BD Rhapsody™ Sequence Analysis Pipeline

Release Notes

v3 BD Rhapsody™ Sequence Analysis Pipeline   |   October 2025

Added

• ATAC:
  • Gene Activity output—new modality in the .Cellismo output file and also a separate MEX output file. Gene activity is a Gene-by-Cell matrix, where counts are number of transposase cut sites in the gene body or 2,000 bases upstream of the gene start position
  • Transcription factor motif output—new modality in the .Cellismo output file and also a separate MEX output file. This is a TFmotif-by-cell matrix, where values are z-scores of the enrichment of each TF motif

• VDJ
  • New assembly algorithm improves speed of this step by up to 23 fold (range 7x-23x), enabling the processing of billions of TCR/BCR reads. Metrics are generally equivalent or slightly better.
  • VDJ only pipeline—able to provide only TCR and/or BCR FASTQs and get a cell call and VDJ results. Sample multiplexing with VDJ only is also supported. VDJ in combination with a mRNA assay is still recommended for better cell calling and identification.
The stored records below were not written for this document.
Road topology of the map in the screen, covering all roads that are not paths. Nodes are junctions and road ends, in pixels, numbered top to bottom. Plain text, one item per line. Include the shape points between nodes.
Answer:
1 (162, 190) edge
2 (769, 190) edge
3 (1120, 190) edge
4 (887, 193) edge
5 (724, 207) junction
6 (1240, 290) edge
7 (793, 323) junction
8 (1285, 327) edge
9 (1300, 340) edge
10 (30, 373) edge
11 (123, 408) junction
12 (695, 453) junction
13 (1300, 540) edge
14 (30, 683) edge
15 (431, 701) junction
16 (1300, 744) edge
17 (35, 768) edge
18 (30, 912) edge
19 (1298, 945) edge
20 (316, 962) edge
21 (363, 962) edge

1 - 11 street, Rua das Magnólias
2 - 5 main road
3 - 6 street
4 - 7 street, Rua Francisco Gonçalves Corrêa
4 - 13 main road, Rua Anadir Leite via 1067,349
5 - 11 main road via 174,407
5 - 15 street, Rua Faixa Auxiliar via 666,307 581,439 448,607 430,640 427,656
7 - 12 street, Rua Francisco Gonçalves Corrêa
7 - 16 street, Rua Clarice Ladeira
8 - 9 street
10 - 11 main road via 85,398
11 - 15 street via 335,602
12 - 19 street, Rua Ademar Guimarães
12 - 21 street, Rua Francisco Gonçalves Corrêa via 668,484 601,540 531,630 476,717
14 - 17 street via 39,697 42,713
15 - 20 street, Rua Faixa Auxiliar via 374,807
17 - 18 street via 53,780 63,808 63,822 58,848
• New pipeline node to downsample data to calculate a sequencing saturation curve and median genes per cell curve, which are output on the pipeline report
• Make Rhapsody Reference tool:
  • Added an optional input for Transcription Factor Motif PFM file
  • Will now filter out readthrough transcripts and genes with only readthrough transcripts. Added optional parameter to turn off this filtering
  • Added optional parameter to filter out Y chromosome Pseudo-Autosomal Regions from Human reference build 38

• Pipeline Report:
  • New Read Flow diagram, showing a sankey diagram of read filtering steps for each library and for each of the RNA and/or ATAC modalities
  • New Sequencing Saturation calculator to enable calculation of required total reads to achieve a target saturation value

Updated

• VDJ
  • _VDJ_perCell.csv file CDR3 columns are updated to use CDR3 junction instead of CDR3 alone, resulting in the inclusion of canonical amino acids
  • _VDJ_perCell.csv file added full length pairing columns
  • New column in AIRR outputs "junction_anchored_aa"—a direct translation of only the CDR3 nucleotide sequence, not influenced by upstream frameshifts
  • Update constant region gene identification to prevent mismatched chain types
  • Removed PyIR wrapper and call IgBlast directly

• Basic putative cell calling algorithm updated to fix several edge cases and get more precise cell calls. Increase in putative cell number of ~1% is typical. Use of the Expected Cell Count parameter is highly encouraged
• Pipeline Report:
  • Various metric alert updates
  • Mean bioproducts per cell added to summary section

• Gene expression _MolsPerCell MEX output now contains Ensembl IDs as well as Gene symbols
• Improved library name determination from FASTQ file names
• More aggressive cleanup of polyA sequence in reads to prevent spurious alignments
• Make Rhapsody Reference tool: Extra Sequence input is now included in the BWA-Mem index
• Seven Bridges CWL: Instance types updated to be more performant, and increase size of instances for ATAC related nodes
• ATAC peak annotation now uses transcript features rather than gene features, which better classifies peaks when a gene has multiple transcription start sites
• .Cellismo output file now contains GTF data for genes
• Dimensionality reduction threshold updates: Below 100,000 cells, both t-SNE and UMAP coordinates are generated. Between 100,000 and 300,000 cells, only UMAP coordinates. Above 300,000 cells, a sub-sample of 300,000 cells will be selected and UMAP coordinates generated.

Fixed

• AlignmentAnalysis node was not getting an early cell count estimate, which could cause downstream node scaling issues
• TCR/BCR node failure when the number of valid TCR or BCR reads exceeded 2,147,483,647 reads
• Pipeline Report error when exact cell count parameter specified
• Pipeline Report error when CITE-seq/AbSeq only datasets are run
• Targeted RNA pipeline did not output a DBEC MEX file
• ATAC pipeline could get stuck in QualCLAlign_ATAC for some reference genomes with large numbers of contigs
• Rare issue where an ATAC peak could exceed the length of the contig on which it resides
• Improved handling chromosome names with unexpected characters
• Failure in GenerateSeurat node when there is only 1 AbSeq input
• Rare failure cause by poor quality read 1 data creating a race condition
• Rare failure in ATAC node caused by incorrect BWA-MEM2 binary selection
• ATAC pipeline failure when more than one ATAC library was present in the pipeline inputs
• ATAC pipeline failure when using sample tags or an "Extra seqs" input
• ATAC pipeline discrepancy in putative cell numbers in different output files.